A Comissão de Direitos Humanos da ONU organizou um grupo de

trabalho aberto para estudar a questão. Neste grupo poderiam participar

delegados de qualquer país membro da ONU, além dos representantes

obrigatórios dos 43 Estados integrantes da Comissão, organismos

internacionais como o UNICEF, e o grupo “ad hoc” das organizações não

governamentais.

Em 1989, no trigésimo aniversário da Declaração dos Direitos da

Criança, a Assembléia-Geral da Organização das Nações Unidas, reunida

em Nova York, aprovou a Convenção sobre os Direitos da Criança.

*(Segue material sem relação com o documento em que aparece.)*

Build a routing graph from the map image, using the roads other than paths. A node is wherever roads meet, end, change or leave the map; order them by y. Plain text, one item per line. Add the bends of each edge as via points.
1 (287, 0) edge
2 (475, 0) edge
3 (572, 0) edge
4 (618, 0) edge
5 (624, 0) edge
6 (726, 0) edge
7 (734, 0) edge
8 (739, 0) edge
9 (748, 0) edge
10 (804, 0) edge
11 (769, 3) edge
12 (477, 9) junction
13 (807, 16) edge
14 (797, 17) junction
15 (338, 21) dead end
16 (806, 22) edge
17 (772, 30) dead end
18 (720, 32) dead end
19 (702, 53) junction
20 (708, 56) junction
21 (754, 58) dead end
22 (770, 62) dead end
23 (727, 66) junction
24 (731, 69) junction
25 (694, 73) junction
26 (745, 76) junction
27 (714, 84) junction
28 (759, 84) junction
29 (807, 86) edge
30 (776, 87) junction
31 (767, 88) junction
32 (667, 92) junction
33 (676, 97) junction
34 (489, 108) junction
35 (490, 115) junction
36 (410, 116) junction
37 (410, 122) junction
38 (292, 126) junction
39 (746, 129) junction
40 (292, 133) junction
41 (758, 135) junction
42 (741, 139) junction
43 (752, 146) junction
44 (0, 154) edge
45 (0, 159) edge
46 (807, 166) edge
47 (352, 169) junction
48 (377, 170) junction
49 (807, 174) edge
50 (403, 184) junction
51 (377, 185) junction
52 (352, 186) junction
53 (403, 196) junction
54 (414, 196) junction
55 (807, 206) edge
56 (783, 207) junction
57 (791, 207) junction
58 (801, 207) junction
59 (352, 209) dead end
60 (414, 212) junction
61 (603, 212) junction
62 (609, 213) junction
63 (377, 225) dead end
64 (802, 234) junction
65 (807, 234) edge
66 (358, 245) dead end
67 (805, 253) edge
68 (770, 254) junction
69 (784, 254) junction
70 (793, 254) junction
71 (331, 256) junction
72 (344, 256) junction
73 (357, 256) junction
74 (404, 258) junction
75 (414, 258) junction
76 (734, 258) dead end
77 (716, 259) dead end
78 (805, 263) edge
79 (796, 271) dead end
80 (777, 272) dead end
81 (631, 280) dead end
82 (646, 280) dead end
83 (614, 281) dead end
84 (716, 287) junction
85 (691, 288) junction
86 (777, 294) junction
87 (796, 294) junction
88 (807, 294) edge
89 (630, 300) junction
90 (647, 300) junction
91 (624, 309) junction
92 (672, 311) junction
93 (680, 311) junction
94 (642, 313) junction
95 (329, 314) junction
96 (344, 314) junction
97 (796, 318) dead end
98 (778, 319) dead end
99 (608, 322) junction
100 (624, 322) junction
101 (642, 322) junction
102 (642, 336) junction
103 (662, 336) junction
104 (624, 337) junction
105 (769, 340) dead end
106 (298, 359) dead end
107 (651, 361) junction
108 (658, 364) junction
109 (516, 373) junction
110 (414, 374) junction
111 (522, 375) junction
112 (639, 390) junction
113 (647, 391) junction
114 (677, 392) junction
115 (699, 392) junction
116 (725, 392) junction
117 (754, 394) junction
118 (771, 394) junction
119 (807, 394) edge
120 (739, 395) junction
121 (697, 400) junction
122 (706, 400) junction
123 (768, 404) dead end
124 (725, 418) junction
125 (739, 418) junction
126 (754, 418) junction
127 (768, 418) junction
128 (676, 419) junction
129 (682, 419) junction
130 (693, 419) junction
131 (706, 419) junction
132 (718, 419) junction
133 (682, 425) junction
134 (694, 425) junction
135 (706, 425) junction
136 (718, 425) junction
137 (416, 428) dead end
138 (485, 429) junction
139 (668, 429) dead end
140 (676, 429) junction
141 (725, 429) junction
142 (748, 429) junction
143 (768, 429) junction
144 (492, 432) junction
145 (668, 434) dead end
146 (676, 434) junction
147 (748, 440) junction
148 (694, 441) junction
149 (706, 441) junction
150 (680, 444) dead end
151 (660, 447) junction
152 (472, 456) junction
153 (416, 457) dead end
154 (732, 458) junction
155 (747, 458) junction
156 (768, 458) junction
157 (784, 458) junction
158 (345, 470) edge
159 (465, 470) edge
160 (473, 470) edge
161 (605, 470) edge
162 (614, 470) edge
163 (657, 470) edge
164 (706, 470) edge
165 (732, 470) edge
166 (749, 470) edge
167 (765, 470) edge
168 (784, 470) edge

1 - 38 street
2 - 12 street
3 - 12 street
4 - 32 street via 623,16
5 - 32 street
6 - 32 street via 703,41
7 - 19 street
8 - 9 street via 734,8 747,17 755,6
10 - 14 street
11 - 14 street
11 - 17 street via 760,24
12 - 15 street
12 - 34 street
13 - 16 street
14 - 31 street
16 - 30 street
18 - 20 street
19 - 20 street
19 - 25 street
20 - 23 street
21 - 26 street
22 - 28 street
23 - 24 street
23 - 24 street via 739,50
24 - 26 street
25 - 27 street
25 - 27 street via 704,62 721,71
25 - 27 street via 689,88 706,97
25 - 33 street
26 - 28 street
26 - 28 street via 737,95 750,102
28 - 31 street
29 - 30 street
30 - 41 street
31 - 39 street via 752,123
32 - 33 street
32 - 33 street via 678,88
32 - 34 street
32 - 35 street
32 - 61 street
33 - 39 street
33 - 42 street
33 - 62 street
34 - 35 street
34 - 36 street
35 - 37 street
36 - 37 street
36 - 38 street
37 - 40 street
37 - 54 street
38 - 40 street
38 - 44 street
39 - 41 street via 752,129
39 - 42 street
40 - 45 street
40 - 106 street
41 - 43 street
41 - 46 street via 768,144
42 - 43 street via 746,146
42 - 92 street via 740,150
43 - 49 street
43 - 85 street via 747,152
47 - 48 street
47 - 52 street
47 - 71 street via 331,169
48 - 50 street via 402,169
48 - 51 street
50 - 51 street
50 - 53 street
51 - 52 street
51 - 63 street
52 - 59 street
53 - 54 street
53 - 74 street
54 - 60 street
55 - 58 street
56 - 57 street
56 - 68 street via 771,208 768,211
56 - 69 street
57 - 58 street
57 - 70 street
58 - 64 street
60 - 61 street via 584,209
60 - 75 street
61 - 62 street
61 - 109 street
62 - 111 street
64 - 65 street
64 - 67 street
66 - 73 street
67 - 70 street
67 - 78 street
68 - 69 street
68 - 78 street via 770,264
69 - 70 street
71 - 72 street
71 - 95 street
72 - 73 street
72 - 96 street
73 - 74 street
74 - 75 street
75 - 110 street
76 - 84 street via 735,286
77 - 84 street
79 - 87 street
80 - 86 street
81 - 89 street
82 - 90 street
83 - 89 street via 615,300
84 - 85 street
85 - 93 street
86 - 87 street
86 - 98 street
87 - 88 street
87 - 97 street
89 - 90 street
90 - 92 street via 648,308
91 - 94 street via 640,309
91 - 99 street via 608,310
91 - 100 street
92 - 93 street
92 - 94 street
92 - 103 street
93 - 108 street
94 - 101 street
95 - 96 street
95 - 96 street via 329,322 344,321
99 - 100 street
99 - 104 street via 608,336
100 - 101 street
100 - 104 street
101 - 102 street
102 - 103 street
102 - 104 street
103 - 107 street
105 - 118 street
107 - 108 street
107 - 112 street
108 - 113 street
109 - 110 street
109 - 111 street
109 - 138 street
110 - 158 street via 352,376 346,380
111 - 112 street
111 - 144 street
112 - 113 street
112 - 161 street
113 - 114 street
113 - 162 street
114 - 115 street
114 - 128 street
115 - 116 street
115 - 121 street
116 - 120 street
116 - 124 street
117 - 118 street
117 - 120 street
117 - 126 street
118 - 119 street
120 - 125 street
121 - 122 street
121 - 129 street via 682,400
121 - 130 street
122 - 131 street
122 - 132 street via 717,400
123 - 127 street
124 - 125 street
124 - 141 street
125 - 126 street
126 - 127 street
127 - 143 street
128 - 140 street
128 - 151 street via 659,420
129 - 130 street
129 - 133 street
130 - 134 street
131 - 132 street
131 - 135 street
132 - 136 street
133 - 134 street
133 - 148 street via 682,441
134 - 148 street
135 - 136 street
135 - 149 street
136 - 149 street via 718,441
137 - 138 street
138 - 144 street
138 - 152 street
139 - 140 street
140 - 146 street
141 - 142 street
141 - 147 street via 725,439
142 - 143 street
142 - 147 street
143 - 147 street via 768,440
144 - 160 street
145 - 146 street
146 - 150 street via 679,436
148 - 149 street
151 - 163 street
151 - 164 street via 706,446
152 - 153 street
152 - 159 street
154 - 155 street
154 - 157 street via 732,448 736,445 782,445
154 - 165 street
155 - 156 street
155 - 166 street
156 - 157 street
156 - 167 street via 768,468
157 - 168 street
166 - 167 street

Desde

então os Direitos da Criança passam a se assentar sobre um documento

global, com força coercitiva para os Estados signatários, entre os quais o

Brasil.

A Convenção das Nações Unidas de Direito da Criança, consagrando

a Doutrina da Proteção Integral, se constitui no principal documento

internacional de Direitos da Criança.

No dizer de Antônio Carlos Gomes da Costa, a Convenção

Internacional de Direitos da Criança é um documento poderoso para

modificação das maneiras de entender e agir das pessoas, grupos e

comunidades, produzindo mudanças no panorama legal, suscitando o

reordenamento das instituições e promovendo a melhoria das formas de

atenção direta.

Apesar de não ser cronologicamente o primeiro texto, a Convenção

da ONU sobre Direitos da Criança contribuiu decisivamente para

consolidar um corpo de legislação internacional denominado “Doutrina das

Nações Unidas de Proteção Integral à Criança”.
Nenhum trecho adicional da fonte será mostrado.